Даже Нормандия, этот превосходный край, изнемогал от притеснений со стороны откупщиков. Все испольщики были разорены, и найти других не представлялось возможным. Крупным землевладельцам приходилось привлекать лакеев для возделывания своих земель.
Господин Тюрго, купеческий старшина, одним из первых забил тревогу и начал во всеуслышание жаловаться. Господин де Арле, интендант Парижа, запретил проводить ремонт дорог посредством барщины. Епископ Ле-Мана на короткое время приехал из своей епархии в Версаль исключительно для того, чтобы сказать, что в его епархии все умирают от голода. Наконец, герцог Орлеанский принес в королевский совет кусок хлеба из папоротника, добытый для него графом д'Аржансоном, и, положив его на стол перед королем, промолвил:
— Государь, вот чем питаются ваши подданные.
Епископ Шартрский тоже приехал в Версаль и во время утреннего выхода короля выступил там с необычайно смелой речью, а за обедом у королевы, когда король стал расспрашивать его о положении дел во вверенной ему епархии, ответил, что там царствует голод и усиливается падеж скота, что люди едят траву, как бараны, и что после этой нищеты, которая затронула пока только простой народ, придет мор, который коснется всех.
Королева предложила ему сто луидоров для бедных, но он отказался взять это подаяние.
— Берегите ваши деньги, ваше величество, — сказал он. — Вот когда иссякнут финансы короля и закончатся мои собственные средства, вы поможете несчастным прихожанам моей епархии, если у вас что-нибудь останется к тому времени.
Во время одной из отлучек кардинала в Исси король решил нанести ему визит и проехал через предместье Сен-Виктор; о том, что король проедет по предместью, стало известно заранее, так что народ собирался там толпами и кричал, но уже не "Да здравствует король!", а "Нищета, голод, хлеба!"
Король был настолько удручен этим зрелищем, что, вместо того чтобы ехать в Исси, отправился в Шуази; приехав туда, он велел уволить всех мастеровых, занимавшихся изготовлением предметов роскоши, и в тот же вечер письмом уведомил об этом кардинала.
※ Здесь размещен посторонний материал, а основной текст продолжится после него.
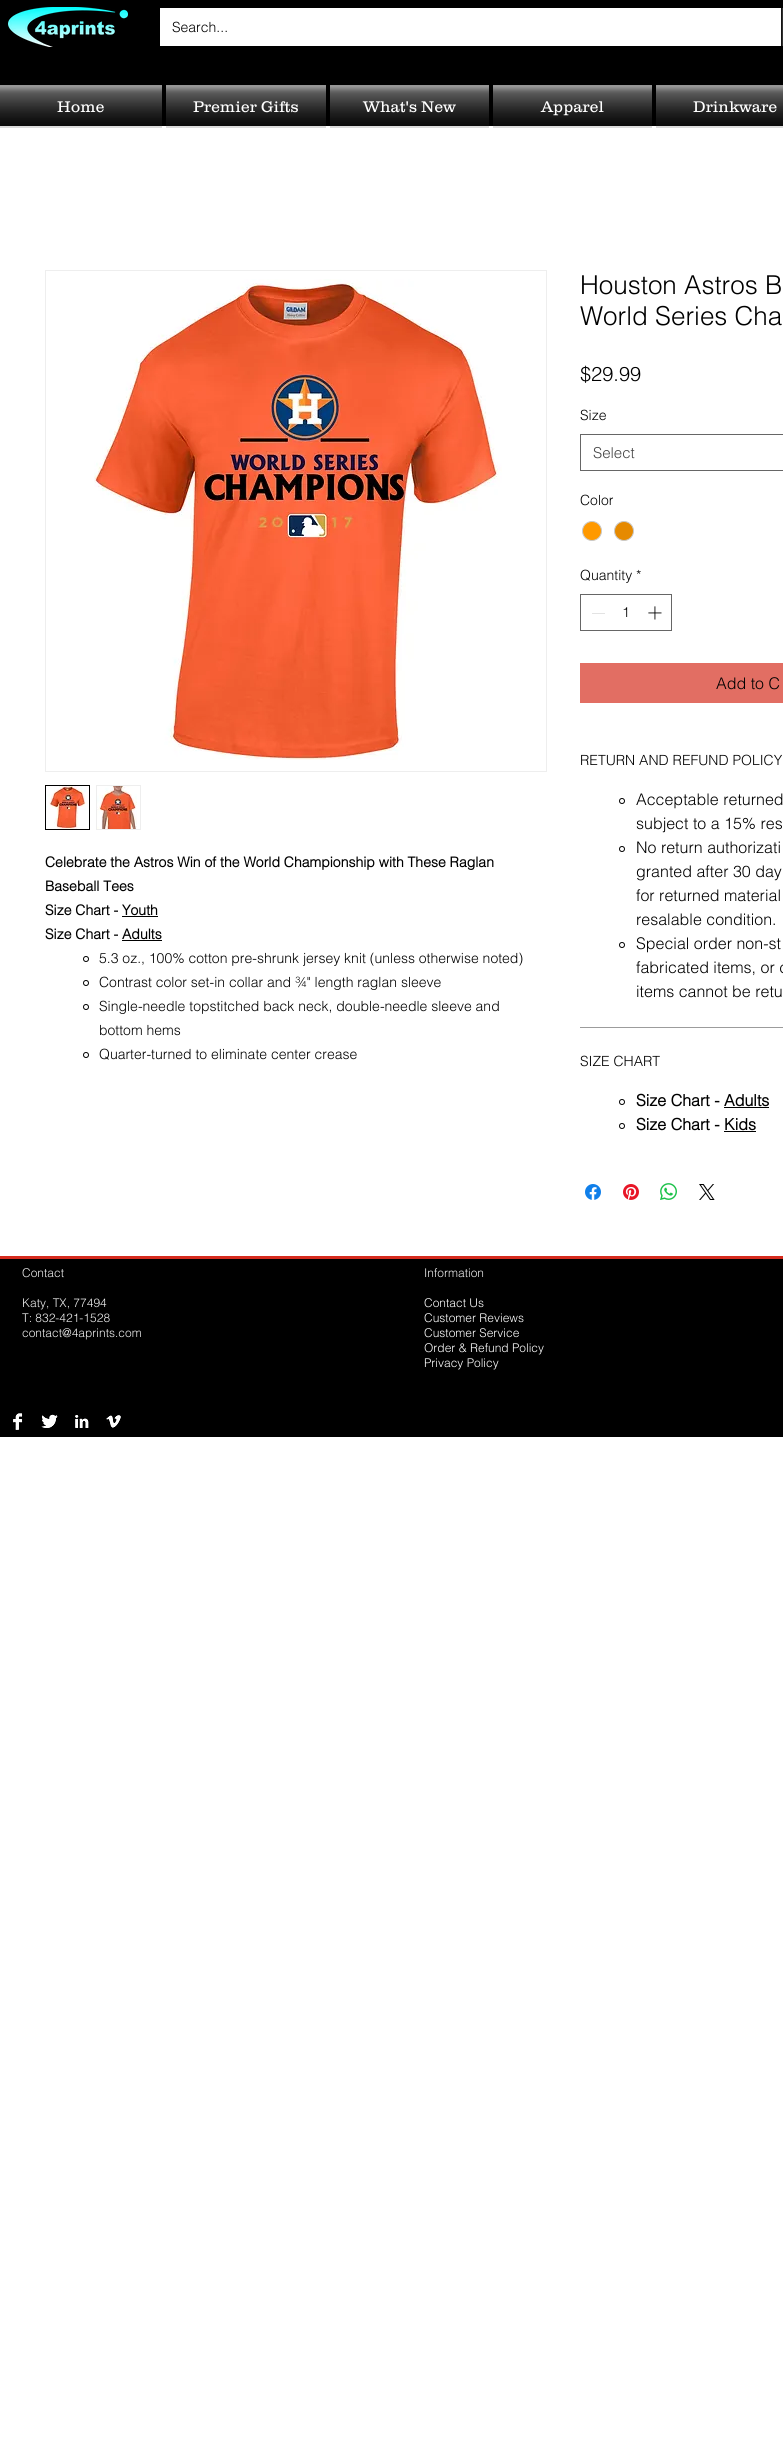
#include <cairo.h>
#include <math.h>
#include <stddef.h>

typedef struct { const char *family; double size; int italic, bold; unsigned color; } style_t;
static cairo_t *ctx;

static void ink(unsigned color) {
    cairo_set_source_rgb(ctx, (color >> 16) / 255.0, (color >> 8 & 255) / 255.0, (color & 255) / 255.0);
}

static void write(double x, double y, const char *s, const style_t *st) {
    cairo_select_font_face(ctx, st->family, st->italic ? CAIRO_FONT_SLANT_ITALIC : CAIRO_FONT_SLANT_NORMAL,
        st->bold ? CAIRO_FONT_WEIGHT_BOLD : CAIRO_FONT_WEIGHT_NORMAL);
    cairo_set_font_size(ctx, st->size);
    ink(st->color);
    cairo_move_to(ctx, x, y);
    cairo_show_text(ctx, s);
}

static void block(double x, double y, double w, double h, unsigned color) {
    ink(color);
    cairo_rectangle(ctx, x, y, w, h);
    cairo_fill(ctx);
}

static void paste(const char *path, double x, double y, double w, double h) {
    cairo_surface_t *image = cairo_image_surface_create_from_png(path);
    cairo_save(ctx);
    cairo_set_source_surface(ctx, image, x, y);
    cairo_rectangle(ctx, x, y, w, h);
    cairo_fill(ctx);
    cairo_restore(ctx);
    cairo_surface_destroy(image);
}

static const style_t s1 = {"helvetica Light", 14, 0, 0, 0x000000};
static const style_t s2 = {"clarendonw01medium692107 Light", 16, 0, 0, 0xffffff};
static const style_t s3 = {"helvetica", 14, 0, 1, 0x000000};
static const style_t s4 = {"helvetica Light", 26, 0, 0, 0x000000};
static const style_t s5 = {"helvetica Light", 20, 0, 0, 0x000000};
static const style_t s6 = {"helvetica Light", 15, 0, 0, 0x444444};
static const style_t s7 = {"helvetica Light", 16, 0, 0, 0x000000};
static const style_t s8 = {"helvetica", 16, 0, 1, 0x000000};
static const style_t s9 = {"helvetica Light", 12, 0, 0, 0xeeeeee};
static const style_t s10 = {"helvetica Light", 12, 0, 0, 0xffffff};

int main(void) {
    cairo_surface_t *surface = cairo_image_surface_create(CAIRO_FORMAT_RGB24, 783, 2449);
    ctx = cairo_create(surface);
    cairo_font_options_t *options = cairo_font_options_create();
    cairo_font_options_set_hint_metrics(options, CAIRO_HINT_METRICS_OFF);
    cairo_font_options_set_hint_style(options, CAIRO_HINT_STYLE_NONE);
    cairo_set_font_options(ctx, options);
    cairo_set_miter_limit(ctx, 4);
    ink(0xffffff);
    cairo_paint(ctx);
    block(0, 0, 783, 126, 0x000000);
    paste("pic1.png", 8, 7, 120, 40);
    block(160, 8, 621, 38, 0xffffff);
    write(172, 32, "Search...", &s1);
    block(782, 8, 1, 38, 0x333333);
    block(781, 8, 1, 38, 0x141414);
    paste("pic2.png", 0, 85, 162, 41);
    block(0, 126, 162, 2, 0xdbdbdb);
    write(57, 112, "Home", &s2);
    paste("pic3.png", 166, 85, 160, 41);
    block(166, 126, 160, 2, 0xdbdbdb);
    write(193, 112, "Premier Gifts", &s2);
    paste("pic4.png", 330, 85, 159, 41);
    block(330, 126, 159, 2, 0xdbdbdb);
    write(363, 112, "What's New", &s2);
    paste("pic4.png", 493, 85, 159, 41);
    block(493, 126, 159, 2, 0xdbdbdb);
    write(541, 112, "Apparel", &s2);
    paste("pic5.png", 656, 85, 127, 41);
    block(656, 126, 127, 2, 0xdbdbdb);
    write(693, 112, "Drinkware", &s2);
    cairo_rectangle(ctx, 45.5, 270.5, 501, 501);
    ink(0xeeeeee);
    cairo_set_line_width(ctx, 1);
    cairo_stroke(ctx);
    paste("pic6.png", 94, 279, 408, 481);
    cairo_rectangle(ctx, 45.5, 785.5, 44, 44);
    ink(0x000000);
    cairo_stroke(ctx);
    paste("pic7.png", 46, 786, 41, 43);
    cairo_rectangle(ctx, 96.5, 785.5, 44, 44);
    ink(0xeeeeee);
    cairo_stroke(ctx);
    paste("pic8.png", 97, 786, 40, 43);
    write(45, 867, "Celebrate the Astros Win of the World Championship with These Raglan", &s3);
    write(45, 891, "Baseball Tees", &s3);
    write(45, 915, "Size Chart - Youth", &s3);
    block(122, 916, 36, 1, 0x000000);
    write(45, 939, "Size Chart - Adults", &s3);
    block(122, 940, 40, 1, 0x000000);
    cairo_new_path(ctx);
    cairo_arc(ctx, 86, 959, 2.5, 0, 2 * M_PI);
    cairo_stroke(ctx);
    write(99, 963, "5.3 oz., 100% cotton pre-shrunk jersey knit (unless otherwise noted)", &s1);
    cairo_new_path(ctx);
    cairo_arc(ctx, 86, 983, 2.5, 0, 2 * M_PI);
    cairo_stroke(ctx);
    write(99, 987, "Contrast color set-in collar and ¾\" length raglan sleeve", &s1);
    cairo_new_path(ctx);
    cairo_arc(ctx, 86, 1007, 2.5, 0, 2 * M_PI);
    cairo_stroke(ctx);
    write(99, 1011, "Single-needle topstitched back neck, double-needle sleeve and", &s1);
    write(99, 1035, "bottom hems", &s1);
    cairo_new_path(ctx);
    cairo_arc(ctx, 86, 1055, 2.5, 0, 2 * M_PI);
    cairo_stroke(ctx);
    write(99, 1059, "Quarter-turned to eliminate center crease", &s1);
    write(580, 294, "Houston Astros B", &s4);
    write(580, 325, "World Series Cha", &s4);
    write(580, 381, "$29.99", &s5);
    write(580, 420, "Size", &s1);
    cairo_rectangle(ctx, 580.5, 434.5, 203, 36);
    ink(0x666666);
    cairo_stroke(ctx);
    write(593, 458, "Select", &s6);
    write(580, 505, "Color", &s1);
    ink(0xff9900);
    cairo_new_path(ctx);
    cairo_arc(ctx, 592, 531, 9.5, 0, 2 * M_PI);
    cairo_fill_preserve(ctx);
    ink(0xc9c9c9);
    cairo_stroke(ctx);
    ink(0xe68a00);
    cairo_arc(ctx, 624, 531, 9.5, 0, 2 * M_PI);
    cairo_fill_preserve(ctx);
    ink(0xc9c9c9);
    cairo_stroke(ctx);
    write(580, 580, "Quantity *", &s1);
    cairo_rectangle(ctx, 580.5, 594.5, 91, 36);
    ink(0x666666);
    cairo_stroke(ctx);
    block(592, 613, 13, 1, 0xe3e3e3);
    write(622, 617, "1", &s1);
    paste("pic9.png", 648, 606, 14, 14);
    block(580, 663, 203, 40, 0xe26e63);
    write(716, 689, "Add to C", &s7);
    block(580, 1027, 203, 1, 0x9c9c9c);
    write(580, 765, "RETURN AND REFUND POLICY", &s1);
    cairo_new_path(ctx);
    cairo_arc(ctx, 622, 801, 2.5, 0, 2 * M_PI);
    cairo_stroke(ctx);
    write(636, 805, "Acceptable returned", &s7);
    write(636, 829, "subject to a 15% res", &s7);
    cairo_new_path(ctx);
    cairo_arc(ctx, 622, 849, 2.5, 0, 2 * M_PI);
    cairo_stroke(ctx);
    write(636, 853, "No return authorizati", &s7);
    write(636, 877, "granted after 30 day", &s7);
    write(636, 901, "for returned material", &s7);
    write(636, 925, "resalable condition.", &s7);
    cairo_new_path(ctx);
    cairo_arc(ctx, 622, 945, 2.5, 0, 2 * M_PI);
    cairo_stroke(ctx);
    write(636, 949, "Special order non-st", &s7);
    write(636, 973, "fabricated items, or c", &s7);
    write(636, 997, "items cannot be retu", &s7);
    write(580, 1066, "SIZE CHART", &s1);
    cairo_new_path(ctx);
    cairo_arc(ctx, 622, 1102, 2.5, 0, 2 * M_PI);
    cairo_stroke(ctx);
    write(636, 1106, "Size Chart - Adults", &s8);
    block(724, 1107, 45, 1, 0x000000);
    cairo_new_path(ctx);
    cairo_arc(ctx, 622, 1126, 2.5, 0, 2 * M_PI);
    cairo_stroke(ctx);
    write(636, 1130, "Size Chart - Kids", &s8);
    block(724, 1131, 32, 1, 0x000000);
    paste("pic10.png", 585, 1184, 16, 16);
    paste("pic11.png", 623, 1184, 16, 16);
    paste("pic12.png", 660, 1183, 17, 17);
    paste("pic13.png", 699, 1184, 16, 16);
    block(0, 1259, 783, 178, 0x000000);
    block(0, 1256, 783, 3, 0xd52b1e);
    write(22, 1277, "Contact", &s9);
    write(22, 1307, "Katy, TX, 77494", &s9);
    write(22, 1322, "T: 832-421-1528", &s9);
    write(22, 1337, "contact@4aprints.com", &s9);
    write(424, 1277, "Information", &s9);
    write(424, 1307, "Contact Us", &s10);
    write(424, 1322, "Customer Reviews", &s10);
    write(424, 1337, "Customer Service", &s10);
    write(424, 1352, "Order & Refund Policy", &s10);
    write(424, 1367, "Privacy Policy", &s10);
    paste("pic14.png", 13, 1413, 10, 17);
    paste("pic15.png", 41, 1414, 17, 14);
    paste("pic16.png", 75, 1415, 14, 13);
    paste("pic17.png", 106, 1415, 15, 13);
    cairo_surface_write_to_png(surface, "screenshot.png");
    cairo_font_options_destroy(options);
    cairo_destroy(ctx);
    cairo_surface_destroy(surface);
    return 0;
}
Среди всех этих озарений, случавшихся порой в Версале и позволявших увидеть все явления в их истинном свете, туда прибыл г-н де Ларошфуко, заявивший королю, что его величество, вне всякого сомнения, не знает о том, в каком положении находятся его провинции, и что его министры приукрашивают ему правду; но король покачал головой в знак отрицания.
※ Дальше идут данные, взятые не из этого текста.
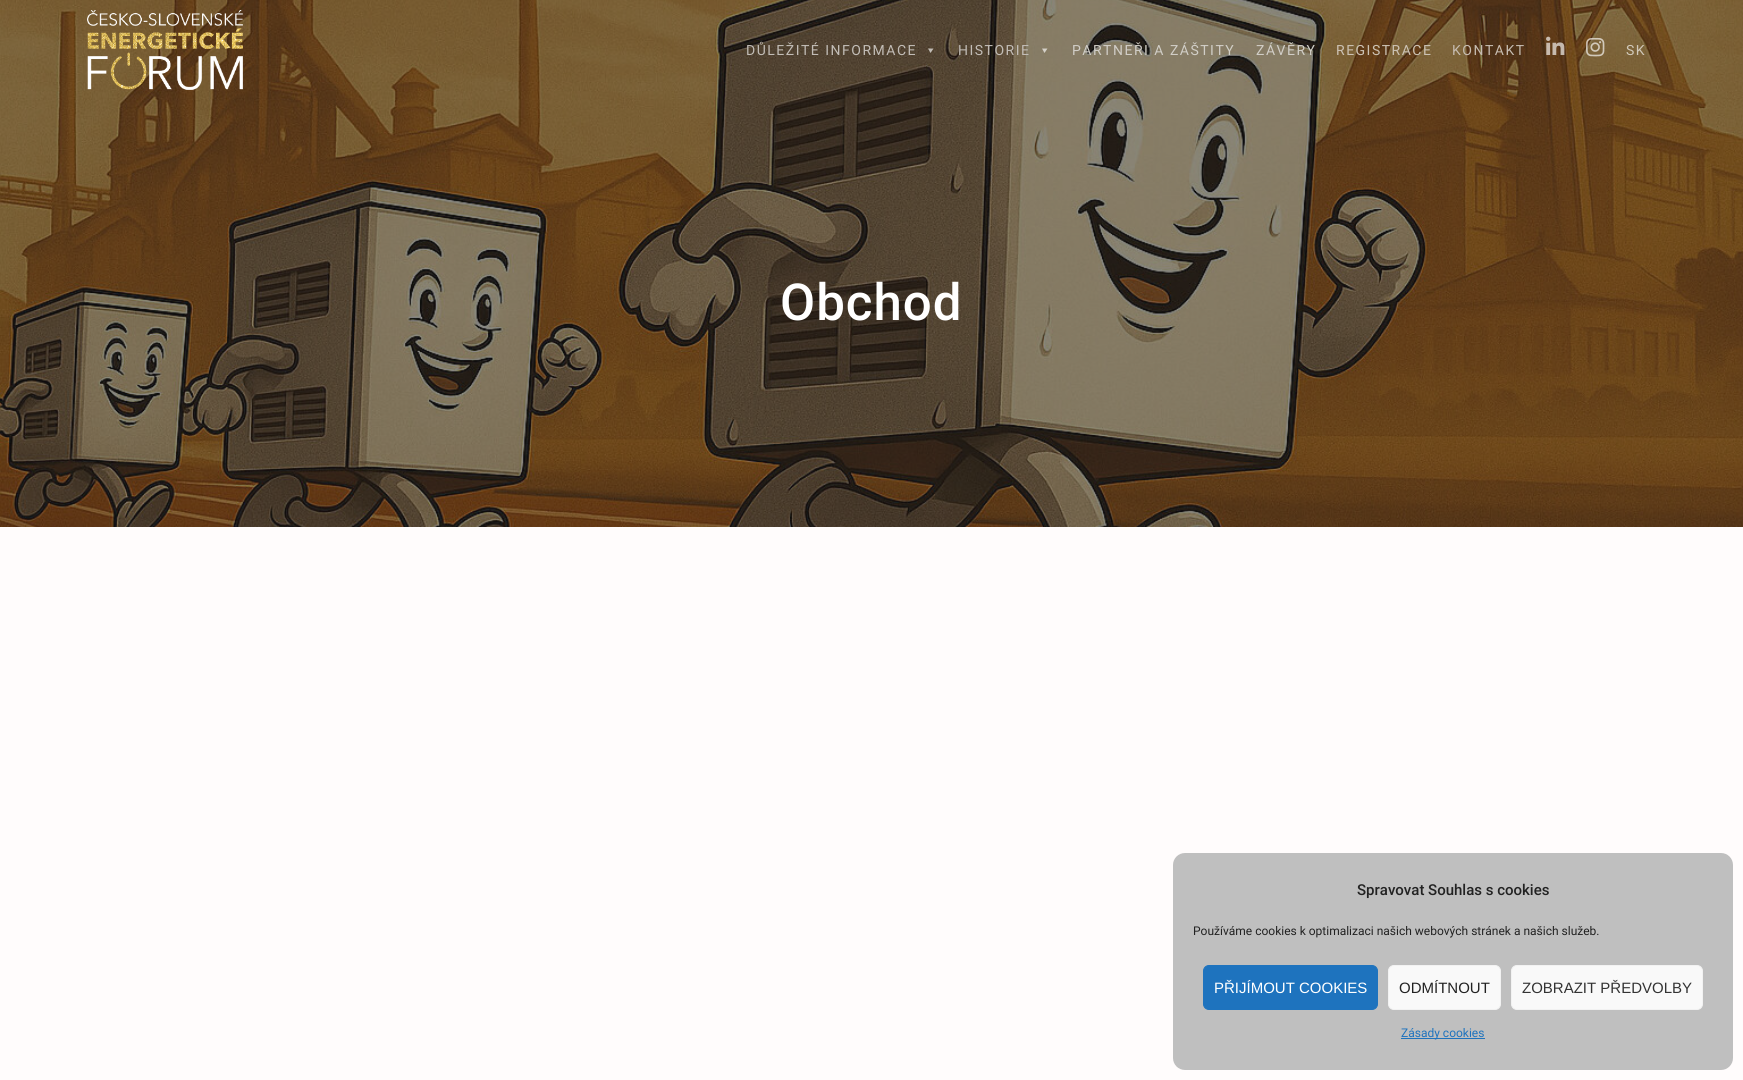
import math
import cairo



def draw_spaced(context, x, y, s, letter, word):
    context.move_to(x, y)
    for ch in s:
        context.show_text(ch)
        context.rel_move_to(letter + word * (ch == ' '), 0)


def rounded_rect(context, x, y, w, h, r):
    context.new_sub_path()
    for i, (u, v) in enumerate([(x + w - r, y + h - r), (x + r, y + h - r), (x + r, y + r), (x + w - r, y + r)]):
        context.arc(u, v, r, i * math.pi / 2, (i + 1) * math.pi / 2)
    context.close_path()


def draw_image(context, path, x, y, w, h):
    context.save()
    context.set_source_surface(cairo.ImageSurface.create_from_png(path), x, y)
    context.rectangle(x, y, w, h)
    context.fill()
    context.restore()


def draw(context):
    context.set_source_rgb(1, 1, 1)
    context.paint()
    draw_image(context, "images/4.png", 0, 0, 1743, 527)
    draw_image(context, "images/1.png", 87, 10, 156, 80)
    context.set_source_rgba(1, 1, 1, 0.65)
    context.new_path()
    context.move_to(933.5, 48.5)
    context.line_to(930.5, 53)
    context.line_to(928, 48.5)
    context.close_path()
    context.fill()
    context.new_path()
    context.move_to(1047.5, 48.5)
    context.line_to(1044.5, 53)
    context.line_to(1042, 48.5)
    context.close_path()
    context.fill()
    draw_image(context, "images/2.png", 1546, 36, 19, 19)
    draw_image(context, "images/3.png", 1586, 37, 19, 20)
    context.set_source_rgb(1, 252 / 255, 252 / 255)
    context.rectangle(0, 527, 1743, 553)
    context.fill()
    context.set_source_rgb(191 / 255, 191 / 255, 191 / 255)
    rounded_rect(context, 1173, 853, 560, 217, 12)
    context.fill()
    context.set_source_rgb(30 / 255, 115 / 255, 190 / 255)
    rounded_rect(context, 1203.5, 965.5, 174, 44, 5.5)
    context.fill_preserve()
    context.set_line_width(1)
    context.stroke()
    context.set_source_rgb(249 / 255, 249 / 255, 249 / 255)
    rounded_rect(context, 1388.5, 965.5, 112, 44, 5.5)
    context.fill_preserve()
    context.set_source_rgb(242 / 255, 242 / 255, 242 / 255)
    context.stroke()
    context.set_source_rgb(249 / 255, 249 / 255, 249 / 255)
    rounded_rect(context, 1511.5, 965.5, 191, 44, 5.5)
    context.fill_preserve()
    context.set_source_rgb(242 / 255, 242 / 255, 242 / 255)
    context.stroke()
    context.set_source_rgb(30 / 255, 115 / 255, 190 / 255)
    context.rectangle(1401, 1038, 84, 1)
    context.fill()
    context.select_font_face("Roboto")
    context.set_font_size(14)
    context.set_source_rgb(194 / 255, 189 / 255, 183 / 255)
    draw_spaced(context, 746, 55, "DŮLEŽITÉ INFORMACE", 1.5, 0)
    draw_spaced(context, 958, 55, "HISTORIE", 1.5, 0)
    context.set_source_rgb(209 / 255, 206 / 255, 199 / 255)
    draw_spaced(context, 1072, 55, "PARTNEŘI A ZÁŠTITY", 1.5, 0)
    draw_spaced(context, 1256, 55, "ZÁVĚRY", 1.5, 0)
    context.set_source_rgb(204 / 255, 194 / 255, 180 / 255)
    draw_spaced(context, 1336, 55, "REGISTRACE", 1.5, 0)
    context.set_source_rgb(198 / 255, 188 / 255, 177 / 255)
    draw_spaced(context, 1452, 55, "KONTAKT", 1.5, 0)
    context.set_source_rgb(209 / 255, 201 / 255, 186 / 255)
    draw_spaced(context, 1626, 55, "SK", 1.5, 0)
    context.select_font_face("Roboto Medium")
    context.set_font_size(51)
    context.set_source_rgb(1, 1, 1)
    draw_spaced(context, 780, 320, "Obchod", 1, 0)
    context.set_font_size(15)
    context.set_source_rgb(34 / 255, 34 / 255, 34 / 255)
    context.move_to(1357, 895)
    context.show_text("Spravovat Souhlas s cookies")
    context.select_font_face("Roboto")
    context.set_font_size(12)
    context.move_to(1193, 935)
    context.show_text("Používáme cookies k optimalizaci našich webových stránek a našich služeb.")
    context.select_font_face("Liberation Sans")
    context.set_font_size(15)
    context.set_source_rgb(1, 1, 1)
    context.move_to(1214, 993)
    context.show_text("PŘIJÍMOUT COOKIES")
    context.set_source_rgb(34 / 255, 34 / 255, 34 / 255)
    context.move_to(1399, 993)
    context.show_text("ODMÍTNOUT")
    context.set_source_rgb(51 / 255, 51 / 255, 51 / 255)
    context.move_to(1522, 993)
    context.show_text("ZOBRAZIT PŘEDVOLBY")
    context.select_font_face("Roboto")
    context.set_font_size(12)
    context.set_source_rgb(30 / 255, 115 / 255, 190 / 255)
    context.move_to(1401, 1037)
    context.show_text("Zásady cookies")


surface = cairo.ImageSurface(cairo.Format.RGB24, 1743, 1080)
context = cairo.Context(surface)
options = cairo.FontOptions()
options.set_hint_metrics(cairo.HintMetrics.OFF)
options.set_hint_style(cairo.HintStyle.NONE)
context.set_font_options(options)
context.set_miter_limit(4)
draw(context)
surface.write_to_png("out.png")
— Господин герцог, — ответил он, — я знаю все это не хуже любого другого, и мне известно, что за один год население моего королевства сократилось на одну шестую.
Между тем после смерти императора Карла VI начали распространяться слухи о войне в Европе, и, поскольку во Франции это вызывало тревожные вопросы, кардинал простодушно отвечал всем:
— Успокойтесь, войны быть не может, ибо у нас нехватка людей.
И действительно, было подсчитано, что во Франции, в течение 1739, 1740 и 1741 годов, от нищеты умерло людей больше, чем их умерло в продолжение всех войн Людовика XIV.
Тем временем здоровье кардинала ослабело настолько, что все заговорили о его скорой смерти; да он и сам не заблуждался на этот счет и, несмотря на печатавшиеся в газетах фальшивые списки столетних старцев, ощущал, что жизнь его подходит к концу. Тем не менее, невзирая на ослабление жизненных сил, он все еще цеплялся за власть. Министры, с которыми он не мог более работать, ежедневно приезжали к нему, чтобы дать отчет в делах и получить от него приказания.
При этом все настолько старались отвести от него всякую мысль о смерти, что однажды утром, когда маркиз де Бретёй, государственный секретарь по военным делам, после занятий с ним почувствовал себя плохо, слуги кард и нала не оказали маркизу никакой помощи, опасаясь, что это событие произведет чересчур сильное впечатление на их господина, и избавились от умирающего, швырнув его в карету, в которой он и умер по прибытии в Париж.